Abstract

Goals 3 and 5 of the United Nations Sustainable Development Goals are to promote good health and well-being and to achieve gender equality, respectively. To successfully move toward these goals in the area of gender equality, there is the need to understand the underlying legislative or laws that protect women and girls from all forms of domestic violence (DV), including gender-based violence (GBV). The cardinal objective of this study, therefore, was to examine the risk factors of GBV and the physiological effects of GBV. To date, few studies have quantified the relationship between laws on DV and the incidence of DV/GBV. This article fills that gap by using Demographic and Health Surveys (DHS) data of 12 African countries. We applied multivariate logistic regression to estimate the association of the absence of laws on DV, men dominant power, history of violence, alcohol consumption, women's attitude toward men's violence perpetration, and decision-making power with the scores of GBV and physiological effects of GBV. Group Kruskal-Wallis Rank test was used to determine the variation of the two outcomes among the 12 countries. Results show significant disparities in the score of GBV, H test (11) = 168,217, p < .001, and score of physiological effects, H test (11) = 122,127, p < .001, among the 12 countries.
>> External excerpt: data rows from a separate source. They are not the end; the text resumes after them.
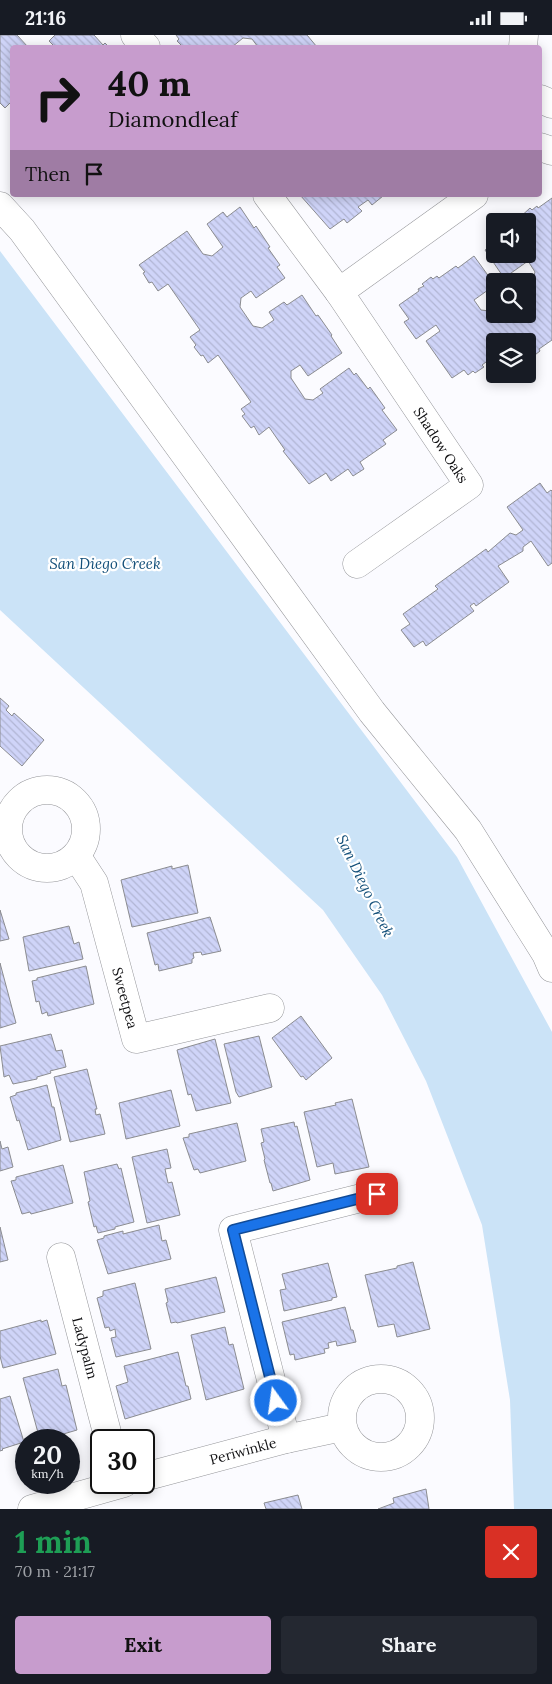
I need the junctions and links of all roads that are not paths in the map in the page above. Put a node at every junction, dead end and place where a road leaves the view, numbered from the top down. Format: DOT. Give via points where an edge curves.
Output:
graph roads {
  1 [pos="135,35"];
  2 [pos="144,45"];
  3 [pos="268,197"];
  4 [pos="471,197"];
  5 [pos="0,206"];
  6 [pos="339,291"];
  7 [pos="357,564"];
  8 [pos="5,843"];
  9 [pos="77,857"];
  10 [pos="552,968"];
  11 [pos="270,1008"];
  12 [pos="377,1194"];
  13 [pos="61,1257"];
  14 [pos="342,1427"];
  15 [pos="106,1429"];
  16 [pos="286,1439"];
  17 [pos="155,1474"];
  18 [pos="90,1492"];
  19 [pos="32,1509"];
  1 -- 2 [label="street"];
  3 -- 6 [label="street, Shadow Oaks"];
  4 -- 6 [label="street"];
  5 -- 10 [label="street" via="22,230 372,712 468,830"];
  6 -- 7 [label="street, Shadow Oaks" via="469,485"];
  8 -- 9 [label="street" via="20,859 38,868 59,867"];
  8 -- 9 [label="street" via="8,821 18,803 35,791 56,791 74,800 85,818 86,839"];
  9 -- 11 [label="street, Sweetpea" via="94,883 136,1039"];
  12 -- 16 [label="street" via="233,1230"];
  13 -- 15 [label="street, Ladypalm"];
  14 -- 16 [label="street, Periwinkle"];
  16 -- 17 [label="street, Periwinkle"];
  18 -- 19 [label="street, Periwinkle"];
}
Specifically, Ghana, Namibia, Rwanda, Mozambique, Zimbabwe, Malawi, Sierra Leone, and Togo reported the highest physiological effect of GBV. Presence of DV laws, male dominance, alcohol consumption, history of abuse, and women empowerment predict GBV and the physiological effect of GBV. Thus, building strong legal frameworks against all forms of DV and empowering women may reduce the incidence of GBV and physiological effects of GBV for all African women.